=== TASK ===
All of the entries must be output exactly as they are.

►

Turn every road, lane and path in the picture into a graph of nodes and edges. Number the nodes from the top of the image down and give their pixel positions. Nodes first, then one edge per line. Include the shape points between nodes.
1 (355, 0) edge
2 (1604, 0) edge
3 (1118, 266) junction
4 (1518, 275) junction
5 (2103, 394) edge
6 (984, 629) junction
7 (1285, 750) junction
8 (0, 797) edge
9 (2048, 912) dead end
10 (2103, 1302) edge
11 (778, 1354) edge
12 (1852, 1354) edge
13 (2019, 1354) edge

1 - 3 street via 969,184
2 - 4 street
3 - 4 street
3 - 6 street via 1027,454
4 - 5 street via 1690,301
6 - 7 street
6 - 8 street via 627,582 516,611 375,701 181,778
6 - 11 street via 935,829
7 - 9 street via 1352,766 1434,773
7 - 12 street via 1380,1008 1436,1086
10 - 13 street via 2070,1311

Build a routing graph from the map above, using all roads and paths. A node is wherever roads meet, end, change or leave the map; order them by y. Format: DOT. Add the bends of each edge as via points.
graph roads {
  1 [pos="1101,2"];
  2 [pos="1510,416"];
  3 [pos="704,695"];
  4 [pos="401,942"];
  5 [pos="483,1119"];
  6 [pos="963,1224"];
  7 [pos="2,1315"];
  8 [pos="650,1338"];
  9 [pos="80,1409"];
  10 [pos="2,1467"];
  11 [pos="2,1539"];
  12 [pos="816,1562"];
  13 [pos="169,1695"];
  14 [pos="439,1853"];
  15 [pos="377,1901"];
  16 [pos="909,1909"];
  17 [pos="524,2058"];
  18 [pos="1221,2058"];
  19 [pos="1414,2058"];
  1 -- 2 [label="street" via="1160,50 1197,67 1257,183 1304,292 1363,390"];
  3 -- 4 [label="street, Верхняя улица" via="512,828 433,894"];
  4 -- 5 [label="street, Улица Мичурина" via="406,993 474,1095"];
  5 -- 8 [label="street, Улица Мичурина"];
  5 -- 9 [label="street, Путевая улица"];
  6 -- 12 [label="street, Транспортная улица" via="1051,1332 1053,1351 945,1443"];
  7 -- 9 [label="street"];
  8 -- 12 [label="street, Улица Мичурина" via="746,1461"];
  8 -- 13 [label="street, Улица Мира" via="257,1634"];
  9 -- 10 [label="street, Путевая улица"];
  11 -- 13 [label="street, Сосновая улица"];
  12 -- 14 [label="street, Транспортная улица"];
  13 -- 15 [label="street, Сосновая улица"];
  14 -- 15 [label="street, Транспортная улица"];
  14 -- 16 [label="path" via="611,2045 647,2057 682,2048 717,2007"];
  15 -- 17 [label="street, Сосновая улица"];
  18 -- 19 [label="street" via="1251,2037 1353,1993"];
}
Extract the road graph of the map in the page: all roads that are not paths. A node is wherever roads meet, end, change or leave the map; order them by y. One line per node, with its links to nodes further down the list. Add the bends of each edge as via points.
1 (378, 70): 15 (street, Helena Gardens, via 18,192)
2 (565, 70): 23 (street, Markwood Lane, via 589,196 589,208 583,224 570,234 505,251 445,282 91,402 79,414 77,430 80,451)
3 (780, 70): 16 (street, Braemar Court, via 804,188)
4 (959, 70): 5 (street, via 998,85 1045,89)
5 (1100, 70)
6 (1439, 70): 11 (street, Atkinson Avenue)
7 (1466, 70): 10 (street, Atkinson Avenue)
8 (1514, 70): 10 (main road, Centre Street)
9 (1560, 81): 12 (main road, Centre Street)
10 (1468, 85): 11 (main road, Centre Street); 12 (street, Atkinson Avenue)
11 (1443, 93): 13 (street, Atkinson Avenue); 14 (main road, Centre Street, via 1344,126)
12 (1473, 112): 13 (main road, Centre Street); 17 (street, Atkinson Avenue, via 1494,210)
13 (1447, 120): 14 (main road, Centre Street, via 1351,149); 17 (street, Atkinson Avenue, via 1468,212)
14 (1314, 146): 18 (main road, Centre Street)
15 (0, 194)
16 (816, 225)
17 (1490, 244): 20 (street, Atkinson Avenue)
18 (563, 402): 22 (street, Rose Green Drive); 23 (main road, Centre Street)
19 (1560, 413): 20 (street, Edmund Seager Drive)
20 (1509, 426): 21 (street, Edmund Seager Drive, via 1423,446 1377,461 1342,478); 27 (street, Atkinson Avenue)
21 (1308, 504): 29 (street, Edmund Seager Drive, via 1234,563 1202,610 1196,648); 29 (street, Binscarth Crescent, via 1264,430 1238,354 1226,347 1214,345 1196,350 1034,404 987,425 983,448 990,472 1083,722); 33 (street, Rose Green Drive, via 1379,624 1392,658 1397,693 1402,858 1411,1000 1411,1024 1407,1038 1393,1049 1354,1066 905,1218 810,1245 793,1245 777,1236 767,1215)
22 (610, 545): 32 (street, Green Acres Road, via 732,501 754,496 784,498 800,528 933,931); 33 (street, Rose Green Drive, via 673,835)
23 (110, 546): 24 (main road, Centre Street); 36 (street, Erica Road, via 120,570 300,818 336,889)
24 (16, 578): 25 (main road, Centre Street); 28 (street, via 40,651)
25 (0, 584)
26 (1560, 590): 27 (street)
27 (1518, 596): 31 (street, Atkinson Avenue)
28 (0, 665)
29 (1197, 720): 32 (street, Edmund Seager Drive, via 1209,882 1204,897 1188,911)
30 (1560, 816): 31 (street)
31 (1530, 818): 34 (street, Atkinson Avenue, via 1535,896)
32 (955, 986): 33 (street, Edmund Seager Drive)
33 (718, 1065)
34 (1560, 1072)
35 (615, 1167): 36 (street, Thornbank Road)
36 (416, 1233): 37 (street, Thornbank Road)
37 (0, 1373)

◄

=== THE ANSWER ===
Turn every road, lane and path in the picture into a graph of nodes and edges. Number the nodes from the top of the image down and give their pixel positions. Nodes first, then one edge per line. Include the shape points between nodes.
1 (355, 0) edge
2 (1604, 0) edge
3 (1118, 266) junction
4 (1518, 275) junction
5 (2103, 394) edge
6 (984, 629) junction
7 (1285, 750) junction
8 (0, 797) edge
9 (2048, 912) dead end
10 (2103, 1302) edge
11 (778, 1354) edge
12 (1852, 1354) edge
13 (2019, 1354) edge

1 - 3 street via 969,184
2 - 4 street
3 - 4 street
3 - 6 street via 1027,454
4 - 5 street via 1690,301
6 - 7 street
6 - 8 street via 627,582 516,611 375,701 181,778
6 - 11 street via 935,829
7 - 9 street via 1352,766 1434,773
7 - 12 street via 1380,1008 1436,1086
10 - 13 street via 2070,1311

Build a routing graph from the map above, using all roads and paths. A node is wherever roads meet, end, change or leave the map; order them by y. Format: DOT. Add the bends of each edge as via points.
graph roads {
  1 [pos="1101,2"];
  2 [pos="1510,416"];
  3 [pos="704,695"];
  4 [pos="401,942"];
  5 [pos="483,1119"];
  6 [pos="963,1224"];
  7 [pos="2,1315"];
  8 [pos="650,1338"];
  9 [pos="80,1409"];
  10 [pos="2,1467"];
  11 [pos="2,1539"];
  12 [pos="816,1562"];
  13 [pos="169,1695"];
  14 [pos="439,1853"];
  15 [pos="377,1901"];
  16 [pos="909,1909"];
  17 [pos="524,2058"];
  18 [pos="1221,2058"];
  19 [pos="1414,2058"];
  1 -- 2 [label="street" via="1160,50 1197,67 1257,183 1304,292 1363,390"];
  3 -- 4 [label="street, Верхняя улица" via="512,828 433,894"];
  4 -- 5 [label="street, Улица Мичурина" via="406,993 474,1095"];
  5 -- 8 [label="street, Улица Мичурина"];
  5 -- 9 [label="street, Путевая улица"];
  6 -- 12 [label="street, Транспортная улица" via="1051,1332 1053,1351 945,1443"];
  7 -- 9 [label="street"];
  8 -- 12 [label="street, Улица Мичурина" via="746,1461"];
  8 -- 13 [label="street, Улица Мира" via="257,1634"];
  9 -- 10 [label="street, Путевая улица"];
  11 -- 13 [label="street, Сосновая улица"];
  12 -- 14 [label="street, Транспортная улица"];
  13 -- 15 [label="street, Сосновая улица"];
  14 -- 15 [label="street, Транспортная улица"];
  14 -- 16 [label="path" via="611,2045 647,2057 682,2048 717,2007"];
  15 -- 17 [label="street, Сосновая улица"];
  18 -- 19 [label="street" via="1251,2037 1353,1993"];
}
Extract the road graph of the map in the page: all roads that are not paths. A node is wherever roads meet, end, change or leave the map; order them by y. One line per node, with its links to nodes further down the list. Add the bends of each edge as via points.
1 (378, 70): 15 (street, Helena Gardens, via 18,192)
2 (565, 70): 23 (street, Markwood Lane, via 589,196 589,208 583,224 570,234 505,251 445,282 91,402 79,414 77,430 80,451)
3 (780, 70): 16 (street, Braemar Court, via 804,188)
4 (959, 70): 5 (street, via 998,85 1045,89)
5 (1100, 70)
6 (1439, 70): 11 (street, Atkinson Avenue)
7 (1466, 70): 10 (street, Atkinson Avenue)
8 (1514, 70): 10 (main road, Centre Street)
9 (1560, 81): 12 (main road, Centre Street)
10 (1468, 85): 11 (main road, Centre Street); 12 (street, Atkinson Avenue)
11 (1443, 93): 13 (street, Atkinson Avenue); 14 (main road, Centre Street, via 1344,126)
12 (1473, 112): 13 (main road, Centre Street); 17 (street, Atkinson Avenue, via 1494,210)
13 (1447, 120): 14 (main road, Centre Street, via 1351,149); 17 (street, Atkinson Avenue, via 1468,212)
14 (1314, 146): 18 (main road, Centre Street)
15 (0, 194)
16 (816, 225)
17 (1490, 244): 20 (street, Atkinson Avenue)
18 (563, 402): 22 (street, Rose Green Drive); 23 (main road, Centre Street)
19 (1560, 413): 20 (street, Edmund Seager Drive)
20 (1509, 426): 21 (street, Edmund Seager Drive, via 1423,446 1377,461 1342,478); 27 (street, Atkinson Avenue)
21 (1308, 504): 29 (street, Edmund Seager Drive, via 1234,563 1202,610 1196,648); 29 (street, Binscarth Crescent, via 1264,430 1238,354 1226,347 1214,345 1196,350 1034,404 987,425 983,448 990,472 1083,722); 33 (street, Rose Green Drive, via 1379,624 1392,658 1397,693 1402,858 1411,1000 1411,1024 1407,1038 1393,1049 1354,1066 905,1218 810,1245 793,1245 777,1236 767,1215)
22 (610, 545): 32 (street, Green Acres Road, via 732,501 754,496 784,498 800,528 933,931); 33 (street, Rose Green Drive, via 673,835)
23 (110, 546): 24 (main road, Centre Street); 36 (street, Erica Road, via 120,570 300,818 336,889)
24 (16, 578): 25 (main road, Centre Street); 28 (street, via 40,651)
25 (0, 584)
26 (1560, 590): 27 (street)
27 (1518, 596): 31 (street, Atkinson Avenue)
28 (0, 665)
29 (1197, 720): 32 (street, Edmund Seager Drive, via 1209,882 1204,897 1188,911)
30 (1560, 816): 31 (street)
31 (1530, 818): 34 (street, Atkinson Avenue, via 1535,896)
32 (955, 986): 33 (street, Edmund Seager Drive)
33 (718, 1065)
34 (1560, 1072)
35 (615, 1167): 36 (street, Thornbank Road)
36 (416, 1233): 37 (street, Thornbank Road)
37 (0, 1373)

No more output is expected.